Dr Morne Moster is Strategic Foresight Advisor at Stellenbosch Business School and is a Commissioner on the National Planning Commission in the Presidency.

Amidst the complex challenges that South Africa faces, our universities stand as potential catalysts for innovative solutions and a path toward progress. Despite the formidable obstacles confronting higher education, South Africa boasts world-class researchers and research institutions.

Surprisingly, many organisations, including state-owned enterprises, often opt for international advisory firms in these trying economic times. While discussions on social partnerships typically revolve around business, labour, and government, with only sporadic references to civil society, we should recognise the untapped potential of integrating universities into South Africa’s productivity landscape.

The contemporary global landscape presents both threats and opportunities for universities. On one hand, universities hold the promise of providing a scientific alternative to the allure of populism and political expediency. In a world besieged by fake news and post-truth narratives, universities bear the mantle of defending knowledge against the onslaught of epistemic relativism. Unfortunately, research expertise often faces unwarranted skepticism and labeling as “so-called experts.” Furthermore, the rise of technological deep fakes and generative artificial intelligence compounds the challenges of distinguishing genuine knowledge from misinformation. Only universities possess the institutional culture, heritage, and capabilities necessary for scientific advancement on the scale demanded by our contemporary society.

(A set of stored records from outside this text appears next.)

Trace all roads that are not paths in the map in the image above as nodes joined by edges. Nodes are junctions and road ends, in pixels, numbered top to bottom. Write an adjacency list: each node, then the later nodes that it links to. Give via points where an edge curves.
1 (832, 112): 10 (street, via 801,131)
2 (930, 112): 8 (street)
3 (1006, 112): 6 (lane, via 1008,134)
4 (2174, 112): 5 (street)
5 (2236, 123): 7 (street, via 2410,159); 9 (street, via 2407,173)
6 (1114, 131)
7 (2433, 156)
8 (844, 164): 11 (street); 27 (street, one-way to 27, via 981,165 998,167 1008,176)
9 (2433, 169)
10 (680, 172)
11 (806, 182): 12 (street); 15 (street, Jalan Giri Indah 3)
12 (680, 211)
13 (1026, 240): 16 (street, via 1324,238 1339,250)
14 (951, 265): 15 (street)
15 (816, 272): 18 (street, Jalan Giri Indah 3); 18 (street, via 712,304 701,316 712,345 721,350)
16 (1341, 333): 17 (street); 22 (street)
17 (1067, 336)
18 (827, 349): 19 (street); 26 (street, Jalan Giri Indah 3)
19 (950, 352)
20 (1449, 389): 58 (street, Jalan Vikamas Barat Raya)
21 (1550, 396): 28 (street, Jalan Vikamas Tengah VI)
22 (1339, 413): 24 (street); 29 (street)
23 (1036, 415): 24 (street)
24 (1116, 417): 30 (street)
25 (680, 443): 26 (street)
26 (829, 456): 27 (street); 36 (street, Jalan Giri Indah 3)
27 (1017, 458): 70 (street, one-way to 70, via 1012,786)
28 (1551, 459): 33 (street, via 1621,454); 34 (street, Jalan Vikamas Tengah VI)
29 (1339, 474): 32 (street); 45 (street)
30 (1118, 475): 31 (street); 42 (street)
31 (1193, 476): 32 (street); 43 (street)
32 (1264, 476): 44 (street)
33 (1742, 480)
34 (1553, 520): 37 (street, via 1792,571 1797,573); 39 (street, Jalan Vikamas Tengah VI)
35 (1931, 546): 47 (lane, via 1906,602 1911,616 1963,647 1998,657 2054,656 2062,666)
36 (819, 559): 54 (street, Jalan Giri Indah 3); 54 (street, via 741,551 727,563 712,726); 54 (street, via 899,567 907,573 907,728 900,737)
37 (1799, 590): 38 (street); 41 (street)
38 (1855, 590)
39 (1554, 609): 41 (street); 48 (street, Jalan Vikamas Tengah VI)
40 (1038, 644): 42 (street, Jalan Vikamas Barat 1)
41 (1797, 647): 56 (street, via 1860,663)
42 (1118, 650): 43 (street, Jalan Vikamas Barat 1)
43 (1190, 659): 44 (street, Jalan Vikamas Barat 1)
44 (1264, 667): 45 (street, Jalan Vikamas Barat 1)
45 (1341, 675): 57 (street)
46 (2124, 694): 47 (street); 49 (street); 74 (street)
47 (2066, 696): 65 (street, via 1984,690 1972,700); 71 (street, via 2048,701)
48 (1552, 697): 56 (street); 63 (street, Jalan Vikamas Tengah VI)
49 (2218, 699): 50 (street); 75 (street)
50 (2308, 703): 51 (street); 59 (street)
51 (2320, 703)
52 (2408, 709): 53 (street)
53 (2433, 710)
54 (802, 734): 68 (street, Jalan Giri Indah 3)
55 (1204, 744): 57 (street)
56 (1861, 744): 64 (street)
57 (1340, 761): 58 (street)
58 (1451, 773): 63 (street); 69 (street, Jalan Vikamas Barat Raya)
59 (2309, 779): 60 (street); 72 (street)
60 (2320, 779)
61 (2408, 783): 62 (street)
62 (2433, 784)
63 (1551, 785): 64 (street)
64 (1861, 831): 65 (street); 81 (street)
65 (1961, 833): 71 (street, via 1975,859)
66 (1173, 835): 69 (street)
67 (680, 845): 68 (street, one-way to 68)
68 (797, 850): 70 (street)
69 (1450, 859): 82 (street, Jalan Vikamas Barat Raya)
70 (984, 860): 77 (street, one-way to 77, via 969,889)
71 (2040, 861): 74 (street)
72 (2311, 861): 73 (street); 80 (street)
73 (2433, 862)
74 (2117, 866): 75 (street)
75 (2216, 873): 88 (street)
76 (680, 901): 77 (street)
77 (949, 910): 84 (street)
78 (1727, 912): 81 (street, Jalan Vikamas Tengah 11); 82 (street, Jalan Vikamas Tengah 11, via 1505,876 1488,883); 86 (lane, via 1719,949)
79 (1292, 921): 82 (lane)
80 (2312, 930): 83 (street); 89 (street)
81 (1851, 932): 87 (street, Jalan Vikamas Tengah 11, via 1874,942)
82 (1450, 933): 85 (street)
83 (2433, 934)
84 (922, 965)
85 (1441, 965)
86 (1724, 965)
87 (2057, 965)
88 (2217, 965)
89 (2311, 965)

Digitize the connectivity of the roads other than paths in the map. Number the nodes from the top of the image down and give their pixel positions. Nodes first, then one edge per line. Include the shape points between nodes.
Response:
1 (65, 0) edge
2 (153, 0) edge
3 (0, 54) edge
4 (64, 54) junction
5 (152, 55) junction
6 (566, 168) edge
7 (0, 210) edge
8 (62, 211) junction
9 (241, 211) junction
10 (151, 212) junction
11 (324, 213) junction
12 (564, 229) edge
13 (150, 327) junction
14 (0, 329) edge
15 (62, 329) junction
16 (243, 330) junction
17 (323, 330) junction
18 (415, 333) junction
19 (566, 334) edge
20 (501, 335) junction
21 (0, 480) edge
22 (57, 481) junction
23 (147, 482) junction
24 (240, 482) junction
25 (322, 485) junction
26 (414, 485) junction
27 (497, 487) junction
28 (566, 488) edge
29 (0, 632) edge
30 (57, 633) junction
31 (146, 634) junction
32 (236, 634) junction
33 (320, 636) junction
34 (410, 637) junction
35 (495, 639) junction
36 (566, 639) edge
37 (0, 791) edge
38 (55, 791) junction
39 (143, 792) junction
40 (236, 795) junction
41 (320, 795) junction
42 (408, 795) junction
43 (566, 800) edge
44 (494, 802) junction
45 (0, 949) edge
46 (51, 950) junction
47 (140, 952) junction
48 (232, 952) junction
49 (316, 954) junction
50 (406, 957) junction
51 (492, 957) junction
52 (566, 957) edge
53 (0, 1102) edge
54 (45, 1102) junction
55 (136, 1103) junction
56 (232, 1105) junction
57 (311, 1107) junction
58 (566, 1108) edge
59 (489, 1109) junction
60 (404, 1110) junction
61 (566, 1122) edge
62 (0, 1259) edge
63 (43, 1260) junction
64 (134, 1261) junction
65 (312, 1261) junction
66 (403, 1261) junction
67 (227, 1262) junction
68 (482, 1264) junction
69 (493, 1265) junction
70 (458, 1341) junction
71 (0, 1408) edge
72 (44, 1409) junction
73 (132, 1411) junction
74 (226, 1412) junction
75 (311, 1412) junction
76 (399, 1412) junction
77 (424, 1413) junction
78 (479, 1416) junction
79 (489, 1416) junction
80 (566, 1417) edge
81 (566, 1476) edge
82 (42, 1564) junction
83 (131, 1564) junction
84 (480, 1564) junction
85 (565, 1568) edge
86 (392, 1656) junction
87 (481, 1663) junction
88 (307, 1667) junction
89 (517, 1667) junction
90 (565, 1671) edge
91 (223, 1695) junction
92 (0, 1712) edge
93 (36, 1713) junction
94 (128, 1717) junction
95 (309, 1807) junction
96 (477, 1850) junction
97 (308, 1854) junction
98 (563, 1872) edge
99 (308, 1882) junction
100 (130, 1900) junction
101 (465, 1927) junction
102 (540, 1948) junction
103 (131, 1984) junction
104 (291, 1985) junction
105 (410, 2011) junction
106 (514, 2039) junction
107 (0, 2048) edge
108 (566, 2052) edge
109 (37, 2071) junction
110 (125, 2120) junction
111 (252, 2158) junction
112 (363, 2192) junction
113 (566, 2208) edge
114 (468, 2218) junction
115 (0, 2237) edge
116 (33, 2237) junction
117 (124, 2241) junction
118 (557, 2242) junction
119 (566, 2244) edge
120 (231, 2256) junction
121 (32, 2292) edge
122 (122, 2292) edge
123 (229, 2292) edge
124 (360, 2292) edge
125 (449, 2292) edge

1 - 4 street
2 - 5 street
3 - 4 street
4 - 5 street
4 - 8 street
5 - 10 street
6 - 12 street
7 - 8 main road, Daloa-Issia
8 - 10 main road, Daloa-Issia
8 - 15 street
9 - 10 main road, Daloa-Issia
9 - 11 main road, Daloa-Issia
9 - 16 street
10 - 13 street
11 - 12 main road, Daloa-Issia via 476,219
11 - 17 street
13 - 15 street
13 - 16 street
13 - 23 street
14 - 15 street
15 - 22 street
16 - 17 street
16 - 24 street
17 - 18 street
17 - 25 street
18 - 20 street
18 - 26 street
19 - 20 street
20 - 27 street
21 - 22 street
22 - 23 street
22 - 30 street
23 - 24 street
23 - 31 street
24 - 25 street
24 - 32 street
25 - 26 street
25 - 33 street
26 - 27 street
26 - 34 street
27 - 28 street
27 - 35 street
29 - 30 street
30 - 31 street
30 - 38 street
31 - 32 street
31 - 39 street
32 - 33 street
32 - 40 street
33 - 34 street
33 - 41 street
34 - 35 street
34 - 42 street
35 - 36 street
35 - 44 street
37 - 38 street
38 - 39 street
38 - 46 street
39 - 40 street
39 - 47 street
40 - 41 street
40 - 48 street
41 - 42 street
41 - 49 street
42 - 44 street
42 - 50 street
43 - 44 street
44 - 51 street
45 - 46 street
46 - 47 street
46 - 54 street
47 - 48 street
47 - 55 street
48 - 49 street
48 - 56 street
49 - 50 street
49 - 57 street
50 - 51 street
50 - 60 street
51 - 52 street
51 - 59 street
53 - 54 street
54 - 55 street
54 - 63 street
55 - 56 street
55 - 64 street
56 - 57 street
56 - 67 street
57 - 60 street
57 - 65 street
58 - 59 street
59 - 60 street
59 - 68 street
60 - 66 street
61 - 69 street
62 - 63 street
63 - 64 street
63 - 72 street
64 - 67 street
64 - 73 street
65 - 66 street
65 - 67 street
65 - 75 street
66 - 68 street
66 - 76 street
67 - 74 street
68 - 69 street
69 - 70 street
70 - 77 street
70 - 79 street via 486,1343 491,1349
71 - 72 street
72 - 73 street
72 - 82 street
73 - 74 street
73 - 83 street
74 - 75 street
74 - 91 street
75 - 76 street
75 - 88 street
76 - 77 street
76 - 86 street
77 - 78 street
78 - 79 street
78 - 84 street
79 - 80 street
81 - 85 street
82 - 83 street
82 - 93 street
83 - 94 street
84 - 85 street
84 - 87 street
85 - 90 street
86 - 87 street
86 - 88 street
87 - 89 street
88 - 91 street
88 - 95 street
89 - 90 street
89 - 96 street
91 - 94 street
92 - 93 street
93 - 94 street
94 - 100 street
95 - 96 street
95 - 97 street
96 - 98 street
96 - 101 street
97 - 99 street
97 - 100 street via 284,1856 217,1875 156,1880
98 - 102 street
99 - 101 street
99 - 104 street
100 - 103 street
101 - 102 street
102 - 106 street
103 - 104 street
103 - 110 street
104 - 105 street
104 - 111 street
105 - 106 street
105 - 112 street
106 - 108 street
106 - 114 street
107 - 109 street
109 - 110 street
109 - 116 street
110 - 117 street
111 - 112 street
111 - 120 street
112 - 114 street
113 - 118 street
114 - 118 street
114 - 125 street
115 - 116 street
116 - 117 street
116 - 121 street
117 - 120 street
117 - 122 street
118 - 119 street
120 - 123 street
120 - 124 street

Whether driven by intellectual curiosity or societal necessity, the relentless pursuit of knowledge dissemination offers a beacon of hope—a path toward peace and a means to temper self-righteous passions through structured inquiry.

Universities now have a unique opportunity to bolster their intellectual resilience through global institutional connectivity. To realise the full potential of the scientific project, universities must adopt a global perspective. Such global consciousness can inspire daring inquiry at both the individual and institutional levels, ultimately shaping national policies.

In South Africa, for instance, academic freedom enjoys explicit protection under the national Constitution, Section 16. Institutions must, in the pursuit of scientific progress, encourage researchers to explore current and future realms with intellectual fearlessness and social empathy.

The development of dynamic, well-integrated global epistemic communities, exemplified by networks like the International Network of Universities, enhances the resilience of the global knowledge system. In this precarious era, institutional, intellectual, social, and ecological resilience are essential for crafting a more desirable global future. For South Africa to thrive as a competitive global player, universities remain an invaluable, yet underutilised, asset.

Recently, I had the privilege of facilitating discussions among university presidents and vice-chancellors at the INU Leaders’ Summit in Japan, titled ‘The Role of Universities in Internationally Changing Political and Social Contexts.’ The diversity of academic backgrounds and social contexts among participants enriched the dialogue, creating a fertile ground for diverse perspectives. Delegates embraced the Chatham House Rule, fostering trust and open exploration.

The summit aimed to rally support for the INU mandate, encompassing shared best practices, global citizenship, togetherness, sustainability, and embedding technology. As we deliberated on how universities can navigate political challenges while making a societal impact and integrating education and research for the common good, the importance of social engagement emerged as a critical success factor. Robust epistemic communities, dedicated to upholding the integrity of knowledge, offer universities a unique opportunity to engage with other social actors such as government, business, civil society, the media and labour, effectively.

The program design included dialogue interspersed with experiential elements, such as the poignant Peace Memorial Ceremony with a moment of silence to mark the devastation. This event underscored the importance of universities in promoting peace, extending beyond the absence of war to encompass a broader scope. The ceremony garnered substantial media coverage, including by Reuters.

One of the summit’s significant outcomes was the public commitment of global university leaders, who signed the International Network of Universities Charter 2023 in the presence of students from around the world. The charter reaffirms the commitment to inclusion, equality, diversity, academic freedom, and democracy protection. It underscores the power of collaboration across borders and cultures, enriching the educational experience for students and staff alike.

The charter’s principles compel university leaders to promote democratic rights, provide a safe environment for free expression, champion freedom of speech and inquiry, and influence decision-makers for social justice. Furthermore, it emphasises the role of universities in realising the United Nations’ Sustainable Development Goals and giving voice to marginalized groups. This commitment represents a significant step towards addressing global challenges collectively and shaping a brighter future for all.

The institutional, intellectual, social and ecological resilience is most acutely needed for the development of a more desirable global future. For South Africa to be a competitive global role player, universities offer untapped potential.